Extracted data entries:
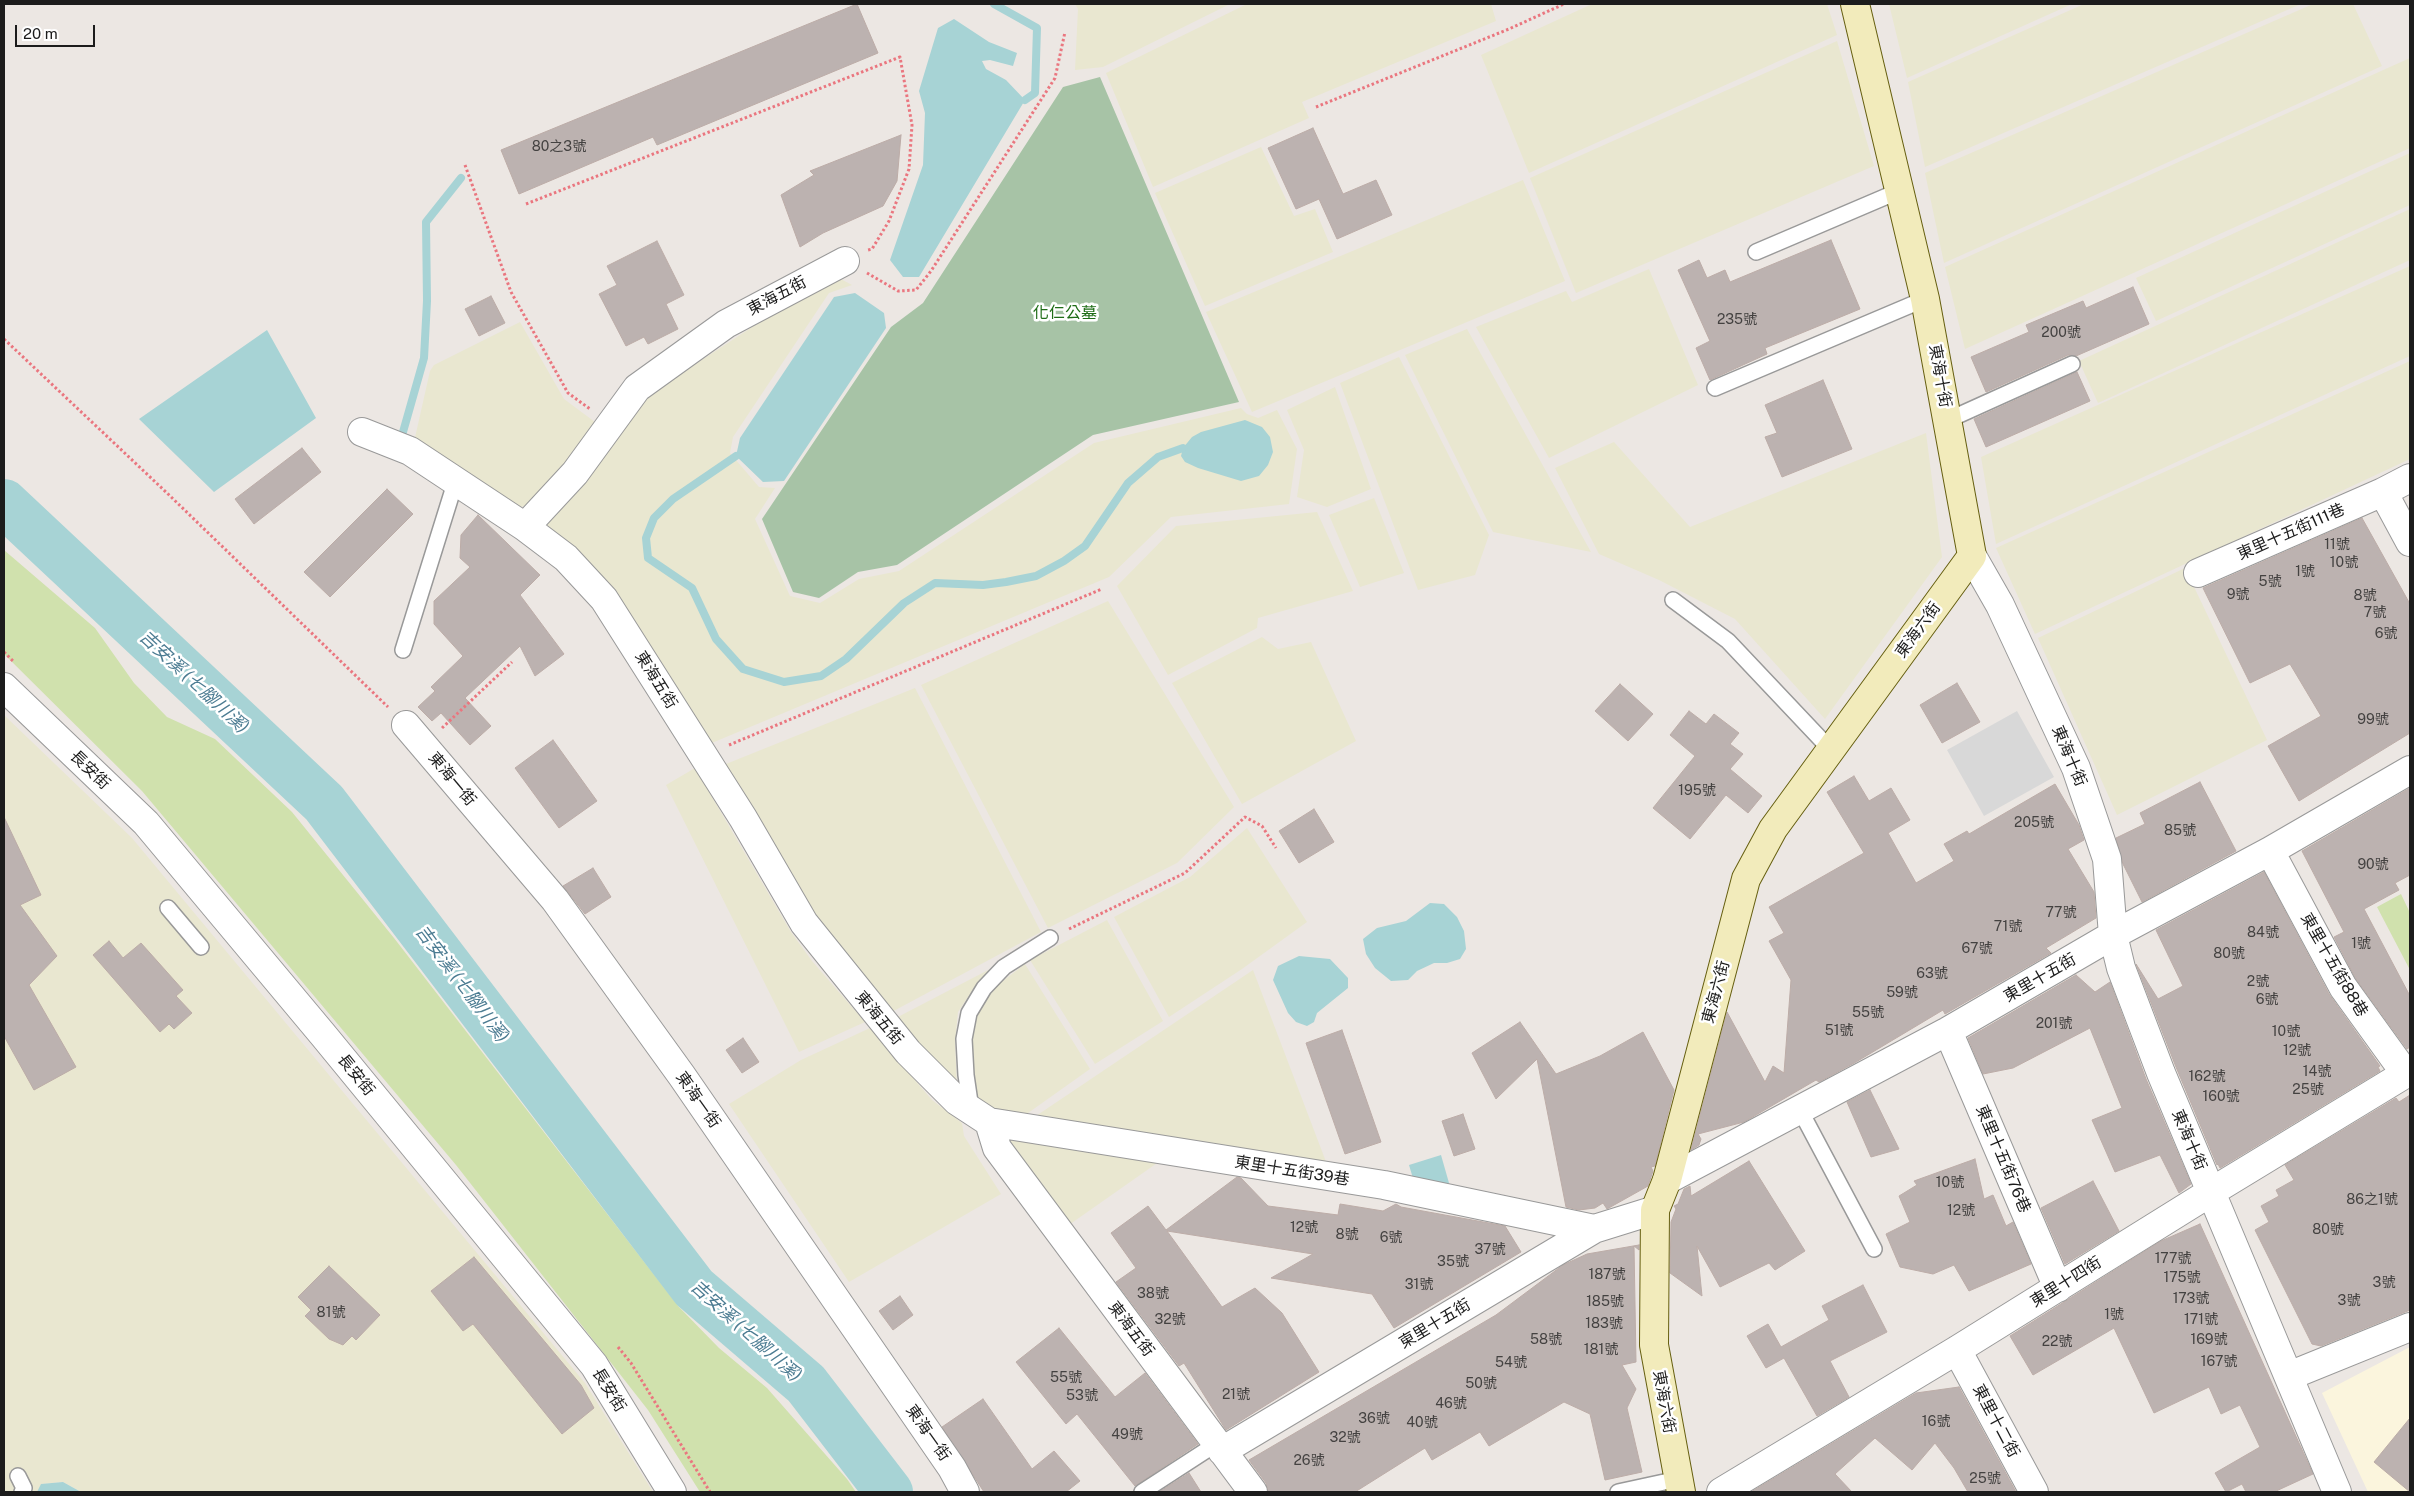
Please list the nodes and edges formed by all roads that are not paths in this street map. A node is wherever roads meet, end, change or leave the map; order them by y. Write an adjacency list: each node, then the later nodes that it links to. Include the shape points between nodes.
1 (1855, 4): 2 (street, 東海十街)
2 (1899, 191): 3 (lane); 5 (street, 東海十街)
3 (1756, 252)
4 (845, 261): 13 (street, 東海五街, via 726,324 638,388 575,473)
5 (1925, 299): 7 (lane); 8 (street, 東海十街)
6 (2072, 364): 8 (lane)
7 (1715, 388)
8 (1948, 420): 15 (street, 東海十街)
9 (362, 432): 11 (street, 東海五街, via 410,451)
10 (2410, 478): 12 (street, 東里十五街111巷)
11 (456, 480): 13 (street, 東海五街); 18 (lane)
12 (2383, 492): 14 (street); 16 (street, 東里十五街111巷)
13 (525, 527): 31 (street, 東海五街, via 566,558 604,600 704,756 804,923 908,1052 957,1101)
14 (2410, 542)
15 (1972, 556): 21 (street, 東海六街); 25 (street, 東海十街, via 2000,605 2076,768 2107,858)
16 (2198, 573)
17 (1673, 600): 21 (lane, via 1728,641)
18 (403, 650)
19 (4, 687): 46 (street, 長安街, via 146,823 324,1036 594,1365)
20 (406, 725): 47 (street, 東海一街, via 556,900 688,1084 952,1468)
21 (1831, 750): 32 (street, 東海六街, via 1773,830 1746,879)
22 (2410, 770): 23 (street, 東里十五街)
23 (2270, 851): 25 (street, 東里十五街); 29 (street, 東里十五街88巷, via 2343,987)
24 (168, 908): 27 (lane)
25 (2114, 935): 28 (street, 東里十五街); 33 (street, 東海十街, via 2121,968)
26 (1050, 938): 31 (lane, via 1004,967 984,988 969,1013 964,1039 966,1075)
27 (201, 947)
28 (1948, 1030): 30 (street, 東里十五街); 37 (street, 東里十五街76巷)
29 (2408, 1072): 33 (street, 東里十四街)
30 (1800, 1110): 32 (street, 東里十五街); 36 (lane)
31 (980, 1116): 35 (street, 東里十五街39巷, via 1384,1186); 41 (street, 東海五街, via 997,1148)
32 (1667, 1180): 34 (street, 東海六街)
33 (2210, 1192): 37 (street, 東里十四街); 40 (street, 東海十街)
34 (1655, 1210): 35 (street, 東里十五街); 43 (street, 東海六街, via 1654,1345)
35 (1594, 1229): 41 (street, 東里十五街)
36 (1874, 1249)
37 (2058, 1288): 39 (street, 東里十四街)
38 (2410, 1327): 40 (street)
39 (1957, 1350): 51 (street, 東里十四街); 52 (street, 東里十二街)
40 (2289, 1376): 44 (street, 東海十街)
41 (1219, 1448): 48 (lane); 49 (street, 東海五街)
42 (18, 1476): 45 (lane, via 24,1488)
43 (1679, 1486): 50 (lane)
44 (2331, 1490)
45 (22, 1492)
46 (672, 1492)
47 (965, 1492)
48 (1142, 1492)
49 (1253, 1492)
50 (1618, 1492)
51 (1721, 1492)
52 (2034, 1492)

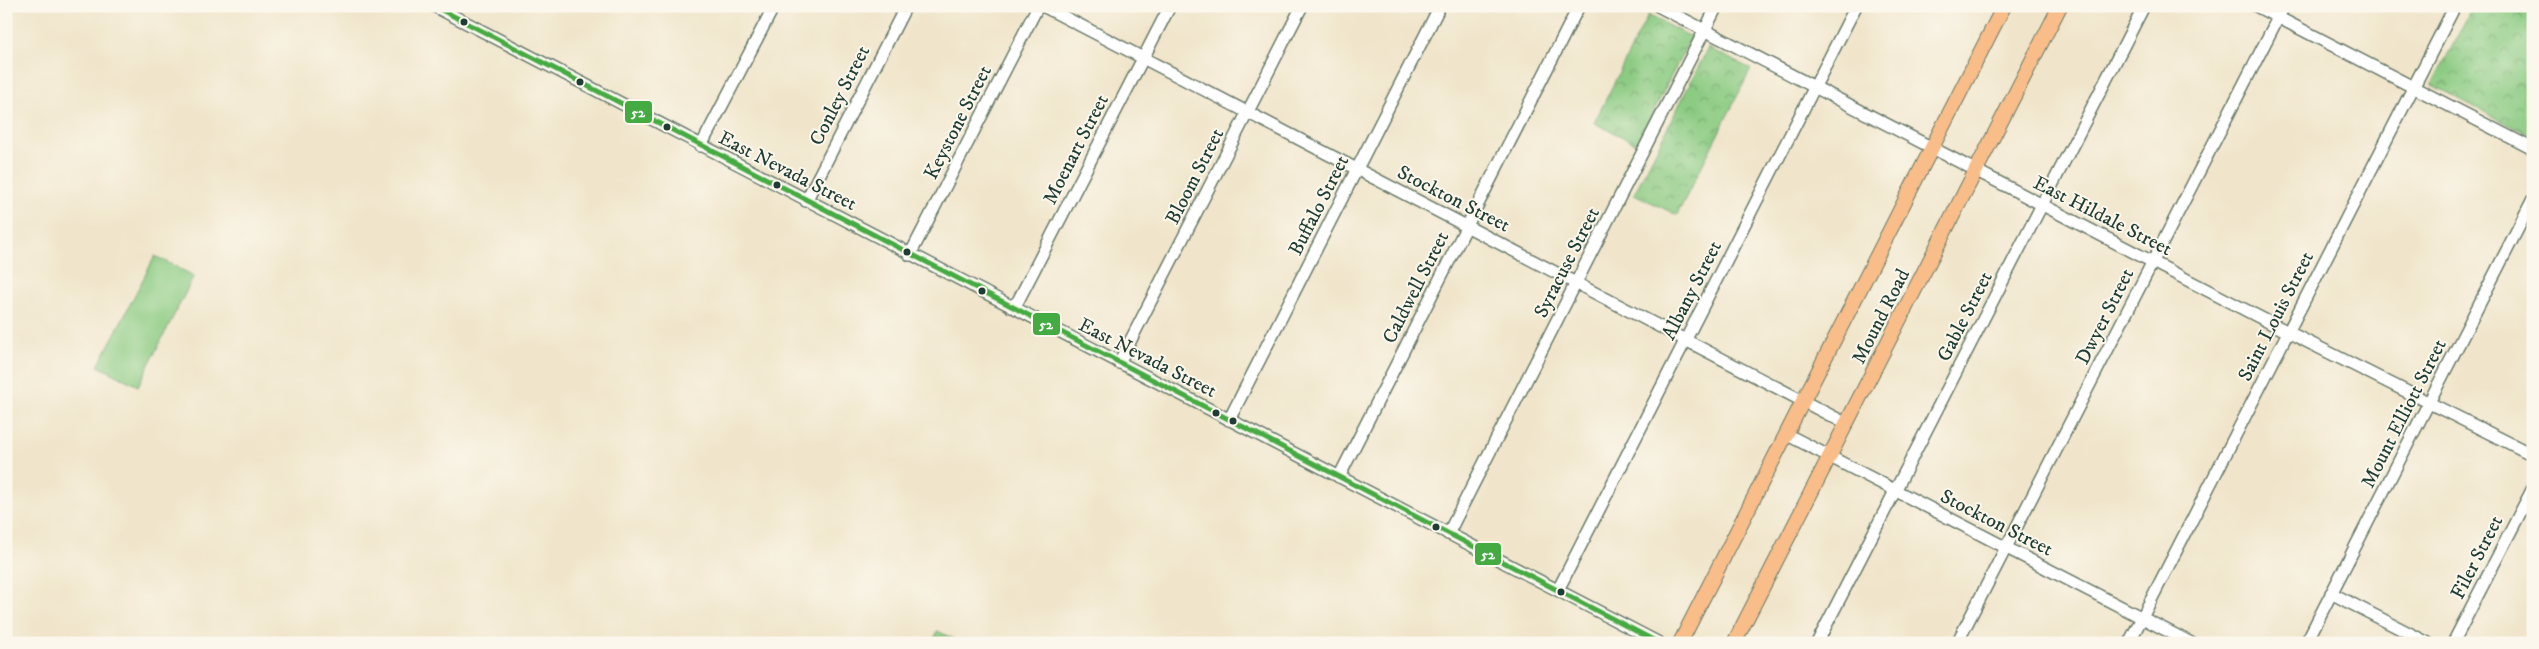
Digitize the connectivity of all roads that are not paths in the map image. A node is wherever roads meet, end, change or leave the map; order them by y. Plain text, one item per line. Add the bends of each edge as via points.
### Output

YOUR OBJECTIVE: Transcribe the data word for word, with no images.

SOLUTION TO THE EXERCISE:
Please list the nodes and edges formed by all roads that are not paths in this street map. A node is wherever roads meet, end, change or leave the map; order them by y. Write an adjacency list: each node, then the later nodes that it links to. Include the shape points between nodes.
1 (1855, 4): 2 (street, 東海十街)
2 (1899, 191): 3 (lane); 5 (street, 東海十街)
3 (1756, 252)
4 (845, 261): 13 (street, 東海五街, via 726,324 638,388 575,473)
5 (1925, 299): 7 (lane); 8 (street, 東海十街)
6 (2072, 364): 8 (lane)
7 (1715, 388)
8 (1948, 420): 15 (street, 東海十街)
9 (362, 432): 11 (street, 東海五街, via 410,451)
10 (2410, 478): 12 (street, 東里十五街111巷)
11 (456, 480): 13 (street, 東海五街); 18 (lane)
12 (2383, 492): 14 (street); 16 (street, 東里十五街111巷)
13 (525, 527): 31 (street, 東海五街, via 566,558 604,600 704,756 804,923 908,1052 957,1101)
14 (2410, 542)
15 (1972, 556): 21 (street, 東海六街); 25 (street, 東海十街, via 2000,605 2076,768 2107,858)
16 (2198, 573)
17 (1673, 600): 21 (lane, via 1728,641)
18 (403, 650)
19 (4, 687): 46 (street, 長安街, via 146,823 324,1036 594,1365)
20 (406, 725): 47 (street, 東海一街, via 556,900 688,1084 952,1468)
21 (1831, 750): 32 (street, 東海六街, via 1773,830 1746,879)
22 (2410, 770): 23 (street, 東里十五街)
23 (2270, 851): 25 (street, 東里十五街); 29 (street, 東里十五街88巷, via 2343,987)
24 (168, 908): 27 (lane)
25 (2114, 935): 28 (street, 東里十五街); 33 (street, 東海十街, via 2121,968)
26 (1050, 938): 31 (lane, via 1004,967 984,988 969,1013 964,1039 966,1075)
27 (201, 947)
28 (1948, 1030): 30 (street, 東里十五街); 37 (street, 東里十五街76巷)
29 (2408, 1072): 33 (street, 東里十四街)
30 (1800, 1110): 32 (street, 東里十五街); 36 (lane)
31 (980, 1116): 35 (street, 東里十五街39巷, via 1384,1186); 41 (street, 東海五街, via 997,1148)
32 (1667, 1180): 34 (street, 東海六街)
33 (2210, 1192): 37 (street, 東里十四街); 40 (street, 東海十街)
34 (1655, 1210): 35 (street, 東里十五街); 43 (street, 東海六街, via 1654,1345)
35 (1594, 1229): 41 (street, 東里十五街)
36 (1874, 1249)
37 (2058, 1288): 39 (street, 東里十四街)
38 (2410, 1327): 40 (street)
39 (1957, 1350): 51 (street, 東里十四街); 52 (street, 東里十二街)
40 (2289, 1376): 44 (street, 東海十街)
41 (1219, 1448): 48 (lane); 49 (street, 東海五街)
42 (18, 1476): 45 (lane, via 24,1488)
43 (1679, 1486): 50 (lane)
44 (2331, 1490)
45 (22, 1492)
46 (672, 1492)
47 (965, 1492)
48 (1142, 1492)
49 (1253, 1492)
50 (1618, 1492)
51 (1721, 1492)
52 (2034, 1492)

Digitize the connectivity of all roads that are not paths in the map image. A node is wherever roads meet, end, change or leave the map; order them by y. Plain text, one item per line. Add the bends of each edge as via points.
### Output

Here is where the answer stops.